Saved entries
- - -
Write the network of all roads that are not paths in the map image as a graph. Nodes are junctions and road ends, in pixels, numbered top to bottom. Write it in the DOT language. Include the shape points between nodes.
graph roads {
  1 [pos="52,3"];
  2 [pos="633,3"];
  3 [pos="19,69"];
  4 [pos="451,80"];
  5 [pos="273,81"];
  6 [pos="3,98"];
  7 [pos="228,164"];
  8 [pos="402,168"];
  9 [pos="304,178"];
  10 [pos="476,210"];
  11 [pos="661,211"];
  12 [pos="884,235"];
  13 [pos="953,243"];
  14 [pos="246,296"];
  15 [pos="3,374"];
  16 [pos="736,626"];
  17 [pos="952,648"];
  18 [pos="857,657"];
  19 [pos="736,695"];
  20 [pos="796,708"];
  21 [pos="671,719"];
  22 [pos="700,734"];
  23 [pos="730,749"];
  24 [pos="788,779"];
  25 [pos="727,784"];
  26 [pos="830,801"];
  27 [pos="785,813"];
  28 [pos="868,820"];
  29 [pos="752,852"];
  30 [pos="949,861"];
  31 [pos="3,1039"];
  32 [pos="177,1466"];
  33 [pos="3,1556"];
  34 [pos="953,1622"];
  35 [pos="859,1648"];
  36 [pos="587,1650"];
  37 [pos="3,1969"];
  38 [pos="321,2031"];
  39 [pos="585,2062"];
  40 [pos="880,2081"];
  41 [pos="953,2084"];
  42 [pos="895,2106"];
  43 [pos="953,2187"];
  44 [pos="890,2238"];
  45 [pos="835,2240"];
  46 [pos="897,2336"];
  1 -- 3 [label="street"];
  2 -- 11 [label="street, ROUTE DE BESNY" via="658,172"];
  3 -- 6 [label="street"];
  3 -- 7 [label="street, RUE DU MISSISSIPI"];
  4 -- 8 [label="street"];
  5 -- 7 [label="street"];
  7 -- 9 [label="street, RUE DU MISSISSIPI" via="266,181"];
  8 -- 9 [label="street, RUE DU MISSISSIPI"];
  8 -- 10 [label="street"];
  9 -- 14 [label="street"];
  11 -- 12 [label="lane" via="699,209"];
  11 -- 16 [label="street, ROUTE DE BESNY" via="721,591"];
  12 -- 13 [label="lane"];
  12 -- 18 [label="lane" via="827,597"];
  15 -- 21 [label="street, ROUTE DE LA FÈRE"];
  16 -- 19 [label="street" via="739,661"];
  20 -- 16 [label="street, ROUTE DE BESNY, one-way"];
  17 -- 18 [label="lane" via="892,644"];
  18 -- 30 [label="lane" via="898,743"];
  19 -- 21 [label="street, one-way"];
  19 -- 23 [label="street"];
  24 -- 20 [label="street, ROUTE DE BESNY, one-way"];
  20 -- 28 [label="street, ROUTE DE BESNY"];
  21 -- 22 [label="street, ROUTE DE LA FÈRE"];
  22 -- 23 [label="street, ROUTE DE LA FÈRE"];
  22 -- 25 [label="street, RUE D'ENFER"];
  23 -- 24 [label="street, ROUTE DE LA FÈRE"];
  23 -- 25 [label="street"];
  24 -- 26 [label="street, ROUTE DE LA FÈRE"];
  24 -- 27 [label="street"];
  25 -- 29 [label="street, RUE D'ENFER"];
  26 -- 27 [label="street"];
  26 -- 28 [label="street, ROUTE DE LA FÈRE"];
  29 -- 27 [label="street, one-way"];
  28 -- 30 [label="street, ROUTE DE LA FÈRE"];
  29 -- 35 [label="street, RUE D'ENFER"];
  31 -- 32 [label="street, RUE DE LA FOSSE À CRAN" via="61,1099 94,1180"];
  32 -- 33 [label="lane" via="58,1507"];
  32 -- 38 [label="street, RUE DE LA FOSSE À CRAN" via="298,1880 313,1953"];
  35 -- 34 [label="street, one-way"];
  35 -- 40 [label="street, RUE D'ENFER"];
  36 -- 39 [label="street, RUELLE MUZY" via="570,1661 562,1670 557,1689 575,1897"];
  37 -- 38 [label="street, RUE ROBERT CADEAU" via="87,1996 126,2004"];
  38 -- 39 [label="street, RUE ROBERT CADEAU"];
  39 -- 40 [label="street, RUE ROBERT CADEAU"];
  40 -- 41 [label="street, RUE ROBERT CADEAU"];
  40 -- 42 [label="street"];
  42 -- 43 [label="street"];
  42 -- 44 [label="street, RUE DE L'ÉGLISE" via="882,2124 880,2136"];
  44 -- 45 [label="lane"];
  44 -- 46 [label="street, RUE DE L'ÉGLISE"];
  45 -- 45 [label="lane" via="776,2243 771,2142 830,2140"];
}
- - -
**Exercise requirements:** If a line of the entries above holds the word "ÉGLISE", count it; report only how many such lines there are.

**Exercise solution:** 2